▸ What you will do
Every line below that holds the string "ราชพฤกษ" should be copied out.

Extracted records
──────
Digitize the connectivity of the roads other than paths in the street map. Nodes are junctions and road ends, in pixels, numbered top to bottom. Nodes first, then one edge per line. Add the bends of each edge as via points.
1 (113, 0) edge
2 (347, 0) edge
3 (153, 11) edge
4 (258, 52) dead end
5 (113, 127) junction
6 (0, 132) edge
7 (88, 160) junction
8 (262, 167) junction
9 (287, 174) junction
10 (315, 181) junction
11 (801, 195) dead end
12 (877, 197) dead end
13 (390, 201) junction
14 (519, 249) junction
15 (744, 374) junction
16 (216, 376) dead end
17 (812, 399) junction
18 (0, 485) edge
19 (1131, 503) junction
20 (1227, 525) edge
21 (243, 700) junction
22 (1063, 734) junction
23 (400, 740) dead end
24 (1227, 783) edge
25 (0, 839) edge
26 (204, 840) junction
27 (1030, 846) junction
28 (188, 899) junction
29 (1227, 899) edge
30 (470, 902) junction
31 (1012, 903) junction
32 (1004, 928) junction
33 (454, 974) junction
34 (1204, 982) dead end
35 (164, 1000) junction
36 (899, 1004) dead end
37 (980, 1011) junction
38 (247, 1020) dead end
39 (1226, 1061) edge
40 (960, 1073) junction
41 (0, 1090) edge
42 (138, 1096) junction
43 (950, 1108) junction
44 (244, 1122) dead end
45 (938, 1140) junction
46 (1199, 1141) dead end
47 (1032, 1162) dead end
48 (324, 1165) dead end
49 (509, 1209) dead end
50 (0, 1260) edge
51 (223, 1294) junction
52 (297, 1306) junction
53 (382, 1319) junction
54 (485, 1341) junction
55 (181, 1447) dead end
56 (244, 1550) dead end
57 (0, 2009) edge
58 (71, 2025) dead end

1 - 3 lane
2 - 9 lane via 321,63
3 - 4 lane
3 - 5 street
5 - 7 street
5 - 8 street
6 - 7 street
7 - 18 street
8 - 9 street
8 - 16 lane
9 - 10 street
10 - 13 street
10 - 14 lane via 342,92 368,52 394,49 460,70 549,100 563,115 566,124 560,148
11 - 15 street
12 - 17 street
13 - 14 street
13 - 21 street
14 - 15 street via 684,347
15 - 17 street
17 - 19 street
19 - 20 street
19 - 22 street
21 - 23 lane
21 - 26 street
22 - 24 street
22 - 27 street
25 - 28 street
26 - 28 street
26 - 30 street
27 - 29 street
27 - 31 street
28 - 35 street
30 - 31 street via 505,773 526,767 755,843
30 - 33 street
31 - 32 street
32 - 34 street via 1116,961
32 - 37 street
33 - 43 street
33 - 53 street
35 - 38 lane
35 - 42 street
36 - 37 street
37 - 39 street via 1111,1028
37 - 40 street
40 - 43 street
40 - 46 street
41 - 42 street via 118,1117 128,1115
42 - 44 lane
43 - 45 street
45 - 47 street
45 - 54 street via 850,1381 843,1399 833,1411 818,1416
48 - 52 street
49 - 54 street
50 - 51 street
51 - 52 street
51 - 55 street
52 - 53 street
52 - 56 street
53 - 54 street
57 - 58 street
──────
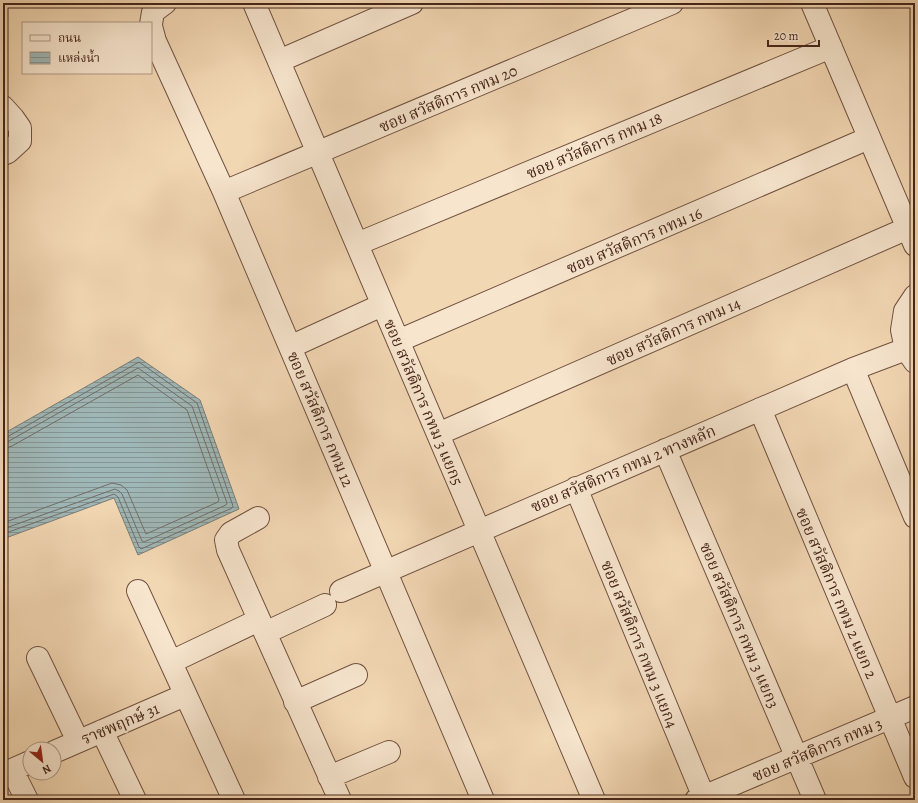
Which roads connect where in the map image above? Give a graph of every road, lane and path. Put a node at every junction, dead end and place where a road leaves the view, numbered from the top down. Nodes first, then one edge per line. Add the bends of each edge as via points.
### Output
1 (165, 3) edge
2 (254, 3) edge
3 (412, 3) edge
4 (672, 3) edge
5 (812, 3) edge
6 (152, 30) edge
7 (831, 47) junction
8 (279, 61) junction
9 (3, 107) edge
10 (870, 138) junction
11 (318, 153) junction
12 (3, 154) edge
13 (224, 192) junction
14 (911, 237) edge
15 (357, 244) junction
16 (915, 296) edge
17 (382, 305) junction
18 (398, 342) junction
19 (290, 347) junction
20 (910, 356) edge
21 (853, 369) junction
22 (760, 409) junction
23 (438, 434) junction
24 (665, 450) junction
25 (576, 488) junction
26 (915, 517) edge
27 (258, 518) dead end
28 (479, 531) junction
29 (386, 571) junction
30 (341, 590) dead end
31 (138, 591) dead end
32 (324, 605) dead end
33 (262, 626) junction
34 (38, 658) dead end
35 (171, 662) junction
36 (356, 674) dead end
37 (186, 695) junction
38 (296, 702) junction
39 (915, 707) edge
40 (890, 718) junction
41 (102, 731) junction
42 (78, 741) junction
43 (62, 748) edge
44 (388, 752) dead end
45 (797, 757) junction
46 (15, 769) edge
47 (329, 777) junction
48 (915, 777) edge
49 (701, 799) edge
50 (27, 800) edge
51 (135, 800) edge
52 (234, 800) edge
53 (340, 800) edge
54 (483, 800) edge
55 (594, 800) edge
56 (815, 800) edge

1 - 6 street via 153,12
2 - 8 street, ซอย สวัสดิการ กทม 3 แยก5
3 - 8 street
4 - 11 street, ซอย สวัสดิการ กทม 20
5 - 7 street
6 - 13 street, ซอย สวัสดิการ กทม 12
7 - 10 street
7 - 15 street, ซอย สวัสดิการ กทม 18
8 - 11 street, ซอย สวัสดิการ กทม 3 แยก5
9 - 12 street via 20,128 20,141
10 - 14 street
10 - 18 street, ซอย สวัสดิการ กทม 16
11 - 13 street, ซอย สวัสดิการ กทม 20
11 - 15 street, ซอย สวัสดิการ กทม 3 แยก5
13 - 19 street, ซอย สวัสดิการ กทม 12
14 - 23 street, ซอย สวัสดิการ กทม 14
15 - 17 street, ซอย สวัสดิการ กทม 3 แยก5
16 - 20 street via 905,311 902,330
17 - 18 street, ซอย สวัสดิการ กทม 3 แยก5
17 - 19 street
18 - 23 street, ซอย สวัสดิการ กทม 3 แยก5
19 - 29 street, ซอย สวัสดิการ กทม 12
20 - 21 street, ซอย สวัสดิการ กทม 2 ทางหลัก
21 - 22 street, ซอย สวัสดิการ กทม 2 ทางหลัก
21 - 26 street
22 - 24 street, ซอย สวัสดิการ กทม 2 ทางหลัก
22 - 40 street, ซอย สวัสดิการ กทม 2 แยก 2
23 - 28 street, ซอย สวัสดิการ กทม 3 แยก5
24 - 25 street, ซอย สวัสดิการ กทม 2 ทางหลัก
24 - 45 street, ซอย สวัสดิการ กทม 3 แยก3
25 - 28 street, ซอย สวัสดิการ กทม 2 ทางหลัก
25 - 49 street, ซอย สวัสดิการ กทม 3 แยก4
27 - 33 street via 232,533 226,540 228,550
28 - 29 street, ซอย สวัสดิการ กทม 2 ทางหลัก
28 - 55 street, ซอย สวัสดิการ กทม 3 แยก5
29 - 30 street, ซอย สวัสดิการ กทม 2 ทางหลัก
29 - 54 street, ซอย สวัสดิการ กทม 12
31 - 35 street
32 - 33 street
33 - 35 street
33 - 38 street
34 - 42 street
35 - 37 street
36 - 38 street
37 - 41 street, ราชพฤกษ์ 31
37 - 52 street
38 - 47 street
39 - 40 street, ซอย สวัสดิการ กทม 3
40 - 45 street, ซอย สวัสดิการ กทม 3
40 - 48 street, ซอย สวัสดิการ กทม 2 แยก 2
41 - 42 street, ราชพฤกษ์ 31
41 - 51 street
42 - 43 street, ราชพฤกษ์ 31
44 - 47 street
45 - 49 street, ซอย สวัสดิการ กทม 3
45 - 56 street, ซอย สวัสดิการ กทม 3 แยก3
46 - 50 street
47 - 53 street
──────
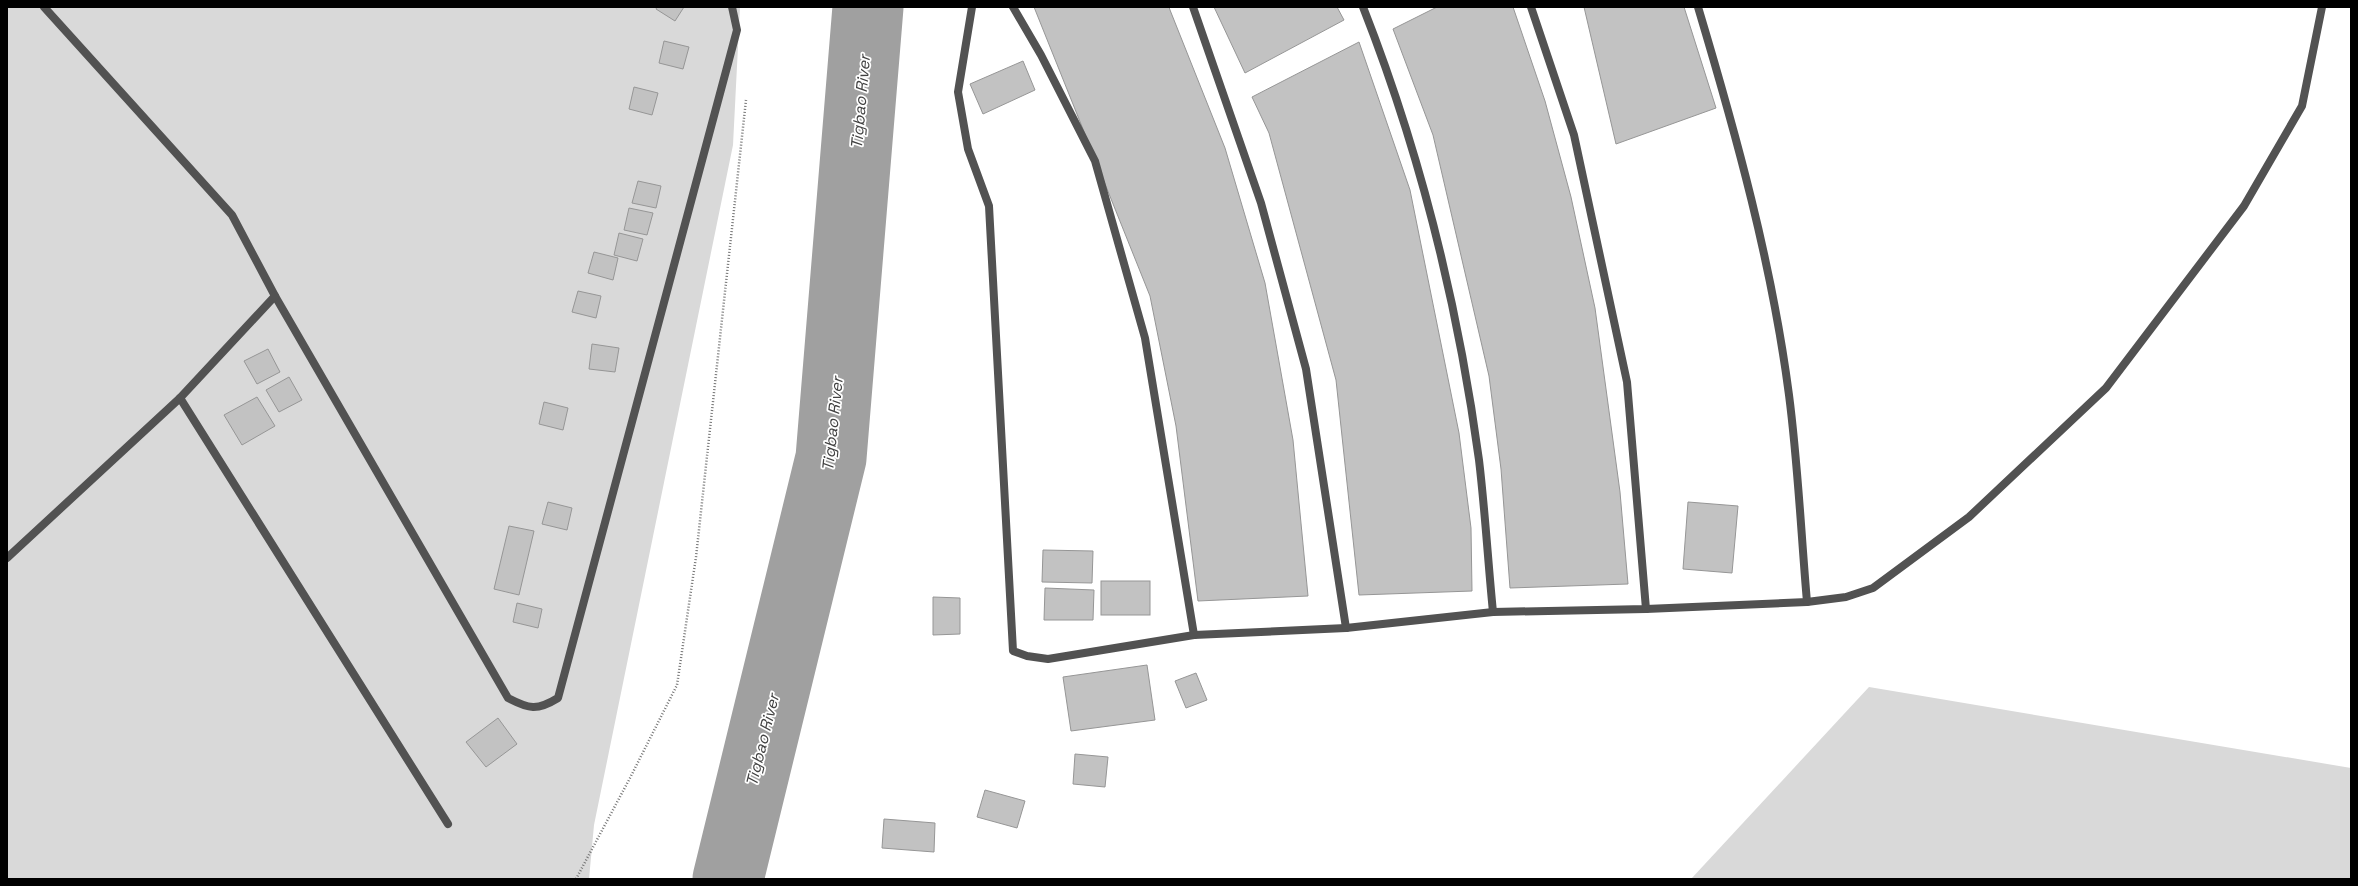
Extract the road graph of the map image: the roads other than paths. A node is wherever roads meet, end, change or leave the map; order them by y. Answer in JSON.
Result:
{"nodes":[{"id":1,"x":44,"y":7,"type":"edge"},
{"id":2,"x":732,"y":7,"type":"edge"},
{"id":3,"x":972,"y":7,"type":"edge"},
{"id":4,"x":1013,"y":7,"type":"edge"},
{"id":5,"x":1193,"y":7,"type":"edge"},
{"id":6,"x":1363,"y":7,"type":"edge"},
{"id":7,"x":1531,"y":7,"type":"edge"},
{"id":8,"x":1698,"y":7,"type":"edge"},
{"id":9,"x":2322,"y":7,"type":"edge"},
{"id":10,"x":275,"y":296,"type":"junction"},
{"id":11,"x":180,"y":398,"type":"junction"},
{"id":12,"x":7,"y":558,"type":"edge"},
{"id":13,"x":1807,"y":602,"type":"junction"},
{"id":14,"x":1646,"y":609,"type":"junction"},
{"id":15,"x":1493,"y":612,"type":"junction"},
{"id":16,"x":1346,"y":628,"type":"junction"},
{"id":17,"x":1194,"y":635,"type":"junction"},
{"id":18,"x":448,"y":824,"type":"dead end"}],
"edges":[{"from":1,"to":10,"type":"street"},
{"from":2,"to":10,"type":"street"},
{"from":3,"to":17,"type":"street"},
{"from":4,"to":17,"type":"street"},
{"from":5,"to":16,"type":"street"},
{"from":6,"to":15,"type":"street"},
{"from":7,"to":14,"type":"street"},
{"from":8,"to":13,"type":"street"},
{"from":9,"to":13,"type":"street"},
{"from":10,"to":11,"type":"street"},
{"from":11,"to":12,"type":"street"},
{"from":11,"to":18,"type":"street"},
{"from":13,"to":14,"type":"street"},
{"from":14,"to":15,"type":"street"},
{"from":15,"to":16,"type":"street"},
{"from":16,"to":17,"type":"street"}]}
──────
▸ Result of this task
37 - 41 street, ราชพฤกษ์ 31
41 - 42 street, ราชพฤกษ์ 31
42 - 43 street, ราชพฤกษ์ 31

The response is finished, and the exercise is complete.